Stephen Downes’s talk “about a way to redefine ethics” contains a lot that sounds plausible to me. In particular, I liked this:
“we learn ethics, but we learn them in such a way that we feel or experience a moral sense, rather than fully formed general principles” (slide
7076)
I know almost nothing about philosophical ethics, so this is just my learning aloud. The simple 100-year-old distinction between “the ethic of attitude and the ethic of responsibility (‘Gesinnungsethik vs. Verantwortungsethik’)” by Max Weber, 1919, won’t suffice when the latter relates to Consequentialism/ utilitarianism/ hedonism/ liberalism, and the former to Deontology, rules and rights and perhaps virtues.

Image: Max Weber’s house in Heidelberg, on map by © OpenStreetMap contributors
Anyway, I have often been surprised by how many people today expect that some fixed scientific ethics should give them certainty about what rules to follow, and that it could perhaps somehow exonerate them from the accountability of choosing their own principles. As if ethics was mandatory like the law and not a voluntary contribution beyond the law.

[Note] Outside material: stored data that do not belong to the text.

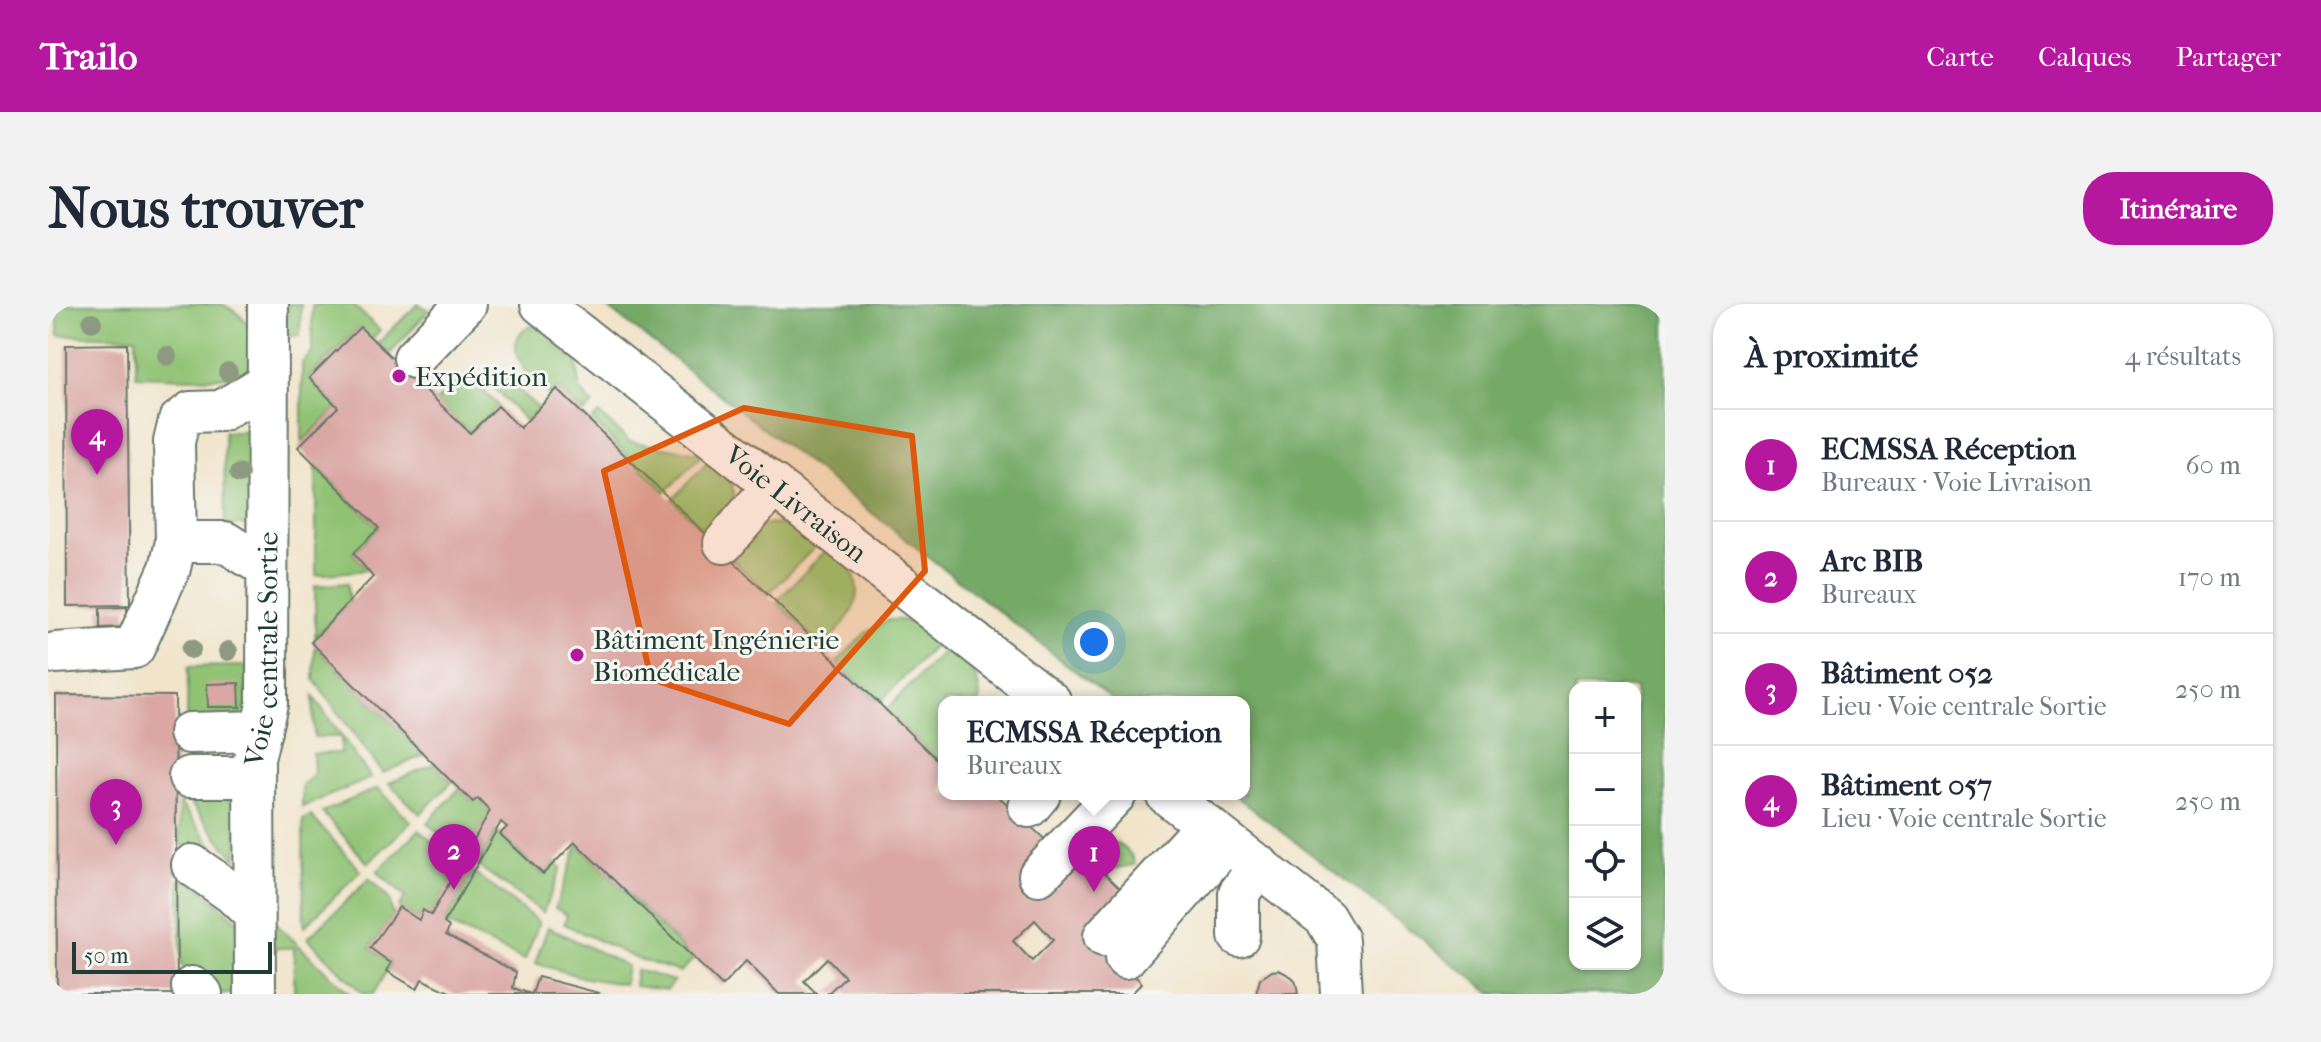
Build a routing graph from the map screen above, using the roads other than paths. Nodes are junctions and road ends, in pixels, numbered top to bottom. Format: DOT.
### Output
graph roads {
  1 [pos="268,304"];
  2 [pos="466,304"];
  3 [pos="541,304"];
  4 [pos="414,358"];
  5 [pos="267,383"];
  6 [pos="774,485"];
  7 [pos="176,542"];
  8 [pos="724,543"];
  9 [pos="267,568"];
  10 [pos="55,653"];
  11 [pos="1043,696"];
  12 [pos="261,731"];
  13 [pos="189,733"];
  14 [pos="189,777"];
  15 [pos="254,777"];
  16 [pos="1110,800"];
  17 [pos="1174,800"];
  18 [pos="1217,833"];
  19 [pos="192,865"];
  20 [pos="1259,865"];
  21 [pos="1039,875"];
  22 [pos="254,914"];
  23 [pos="1239,936"];
  24 [pos="1114,947"];
  25 [pos="255,994"];
  26 [pos="1341,994"];
  1 -- 5 [label="street, Voie centrale Sortie"];
  2 -- 4 [label="street"];
  3 -- 6 [label="street, Voie Livraison"];
  5 -- 7 [label="street"];
  5 -- 9 [label="street, Voie centrale Sortie"];
  6 -- 8 [label="street"];
  6 -- 11 [label="street, Voie Livraison"];
  7 -- 9 [label="street"];
  7 -- 10 [label="street"];
  9 -- 12 [label="street, Voie centrale Sortie"];
  12 -- 13 [label="street"];
  12 -- 15 [label="street, Voie centrale Sortie"];
  14 -- 15 [label="street"];
  15 -- 22 [label="street, Voie centrale Sortie"];
  16 -- 21 [label="street"];
  17 -- 18 [label="street"];
  18 -- 20 [label="street"];
  18 -- 24 [label="street"];
  19 -- 22 [label="street"];
  20 -- 23 [label="street"];
  20 -- 26 [label="street"];
  22 -- 25 [label="street, Voie centrale Sortie"];
}
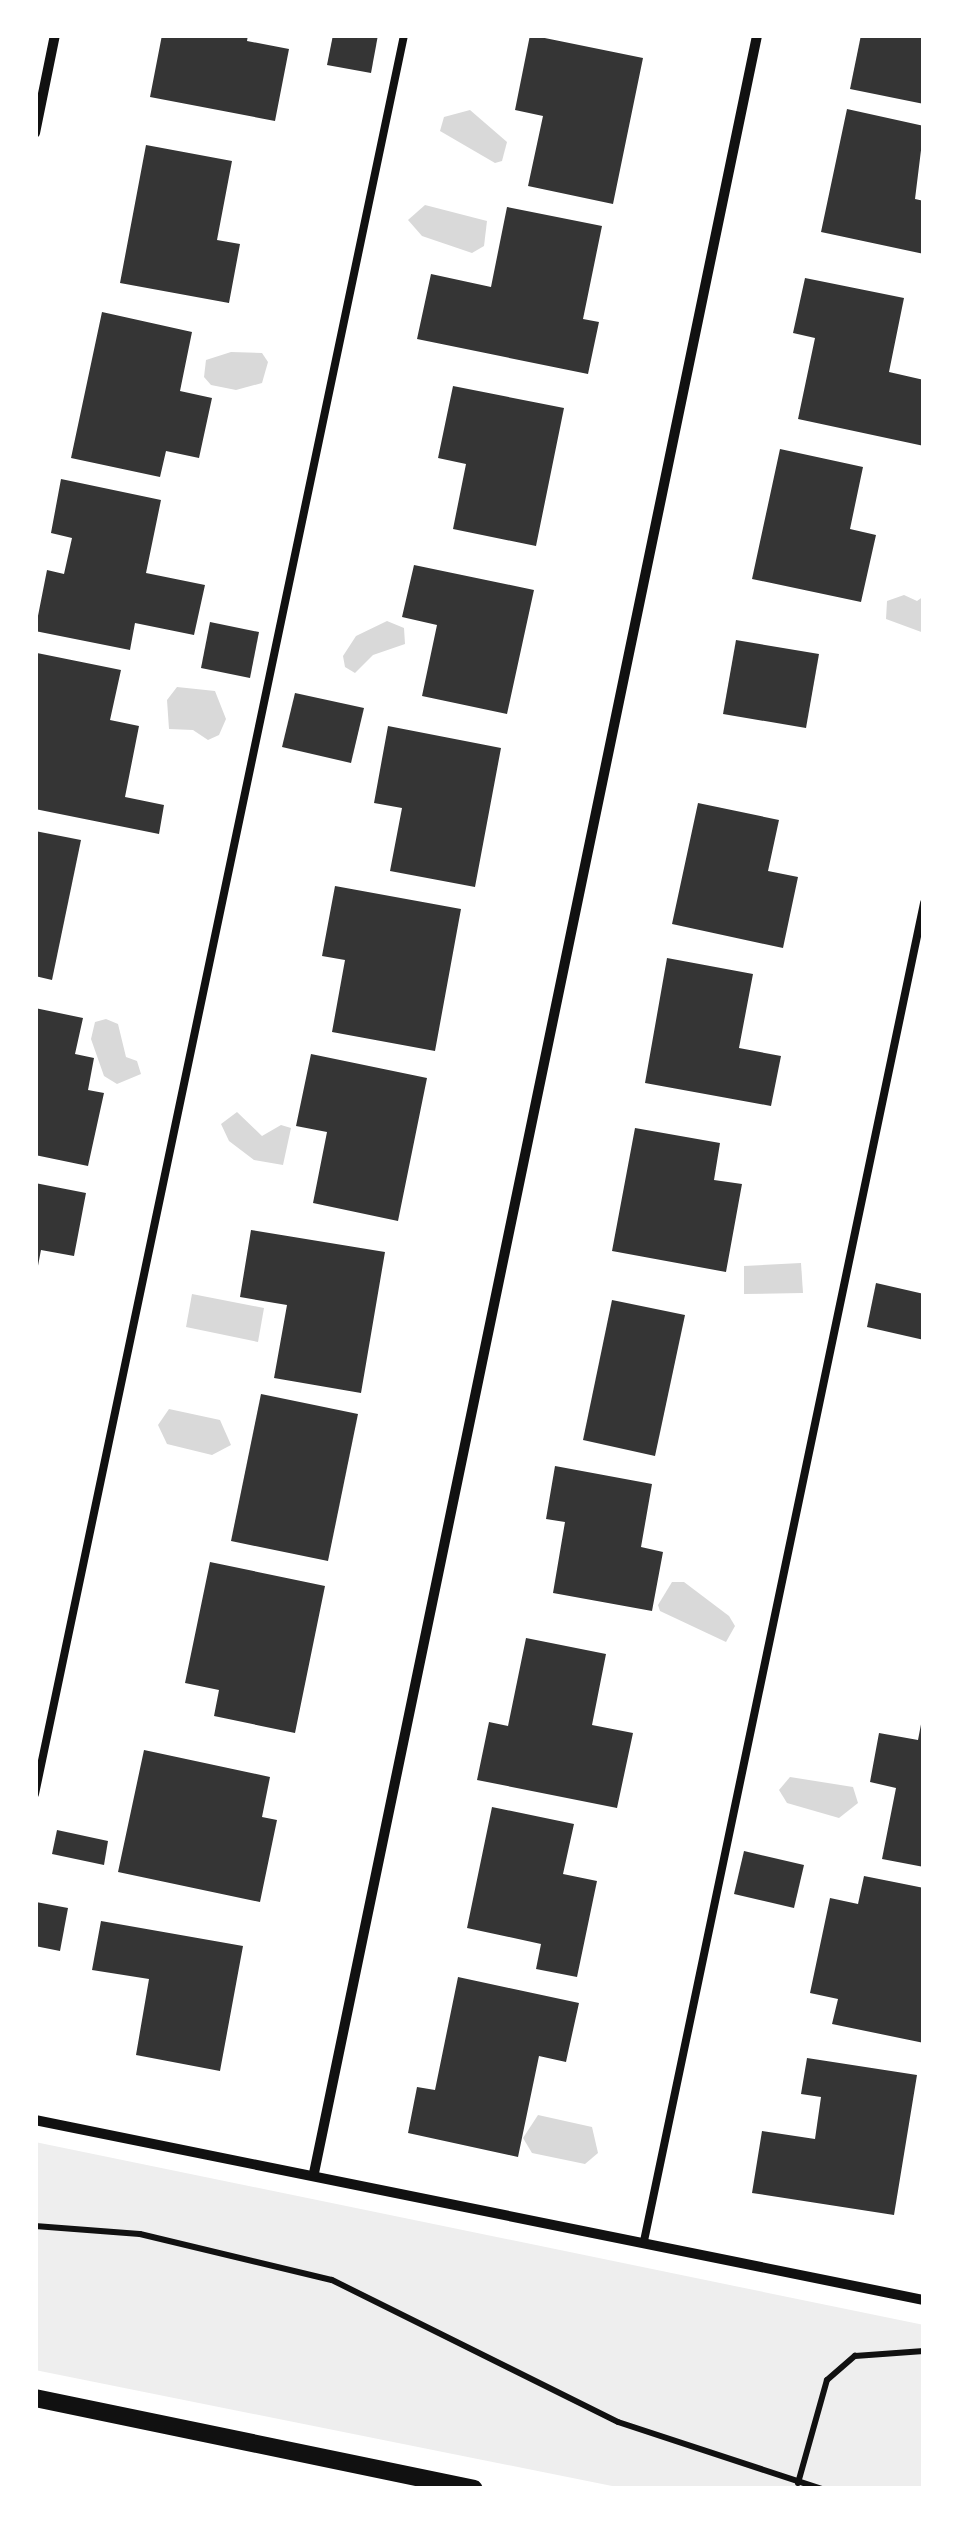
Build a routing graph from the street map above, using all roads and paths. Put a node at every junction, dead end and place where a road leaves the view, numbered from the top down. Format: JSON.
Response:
{"nodes":[{"id":1,"x":56,"y":35,"type":"edge"},
{"id":2,"x":404,"y":35,"type":"edge"},
{"id":3,"x":757,"y":35,"type":"edge"},
{"id":4,"x":35,"y":133,"type":"edge"},
{"id":5,"x":924,"y":903,"type":"edge"},
{"id":6,"x":35,"y":1794,"type":"edge"},
{"id":7,"x":35,"y":2120,"type":"edge"},
{"id":8,"x":314,"y":2173,"type":"junction"},
{"id":9,"x":35,"y":2226,"type":"edge"},
{"id":10,"x":644,"y":2240,"type":"junction"},
{"id":11,"x":924,"y":2300,"type":"edge"},
{"id":12,"x":924,"y":2350,"type":"edge"},
{"id":13,"x":35,"y":2398,"type":"edge"},
{"id":14,"x":798,"y":2483,"type":"junction"},
{"id":15,"x":474,"y":2489,"type":"edge"},
{"id":16,"x":822,"y":2489,"type":"edge"}],
"edges":[{"from":1,"to":4,"type":"street"},
{"from":2,"to":6,"type":"lane"},
{"from":3,"to":8,"type":"street"},
{"from":5,"to":10,"type":"lane"},
{"from":7,"to":8,"type":"street"},
{"from":8,"to":10,"type":"street"},
{"from":9,"to":14,"type":"path"},
{"from":10,"to":11,"type":"street"},
{"from":12,"to":14,"type":"path"},
{"from":13,"to":15,"type":"street"},
{"from":14,"to":16,"type":"path"}]}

This week, the talk pointed me to the ethics of care and its awareness for vulnerability and dependence. While vulnerability and dependence in education are no doubt a familar aspect for teachers or parents of smaller children, I must confess that I had not spent much thought about them. After all, in higher education, gaining intellectual independence seemed to me a crucial goal because, simply, someone must be able to decide even if there is nobody available who can be asked!
Now the “care perspective”, in the immediate situation, seems to take on the responsibility without trying to ‘delegate’ it. But the decisions and criteria need not always be independently derived. They may be learned from others who were in a similar situation and whom we may ask about how they would decide here. We may also ask others about what ethics they follow, but the ultimate accountability of adopting their ethics for ourselves, cannot be offloaded on to these others, or on to some higher authority.
Learning this ethics takes different ‘contagion’ paths, so to speak, which vary with the decreasing dependence. For infants, the cognitive ‘navel string’ is from mother and parents, later from family and friends, colleagues and communities of practice — the path is the same as for the primordial trust to be seeded and then grown. This percolation path may not yield perfect results and may be slow to change. But it is robust against nonsense from a central, influential source — just as Downes’s “successful networks” promise.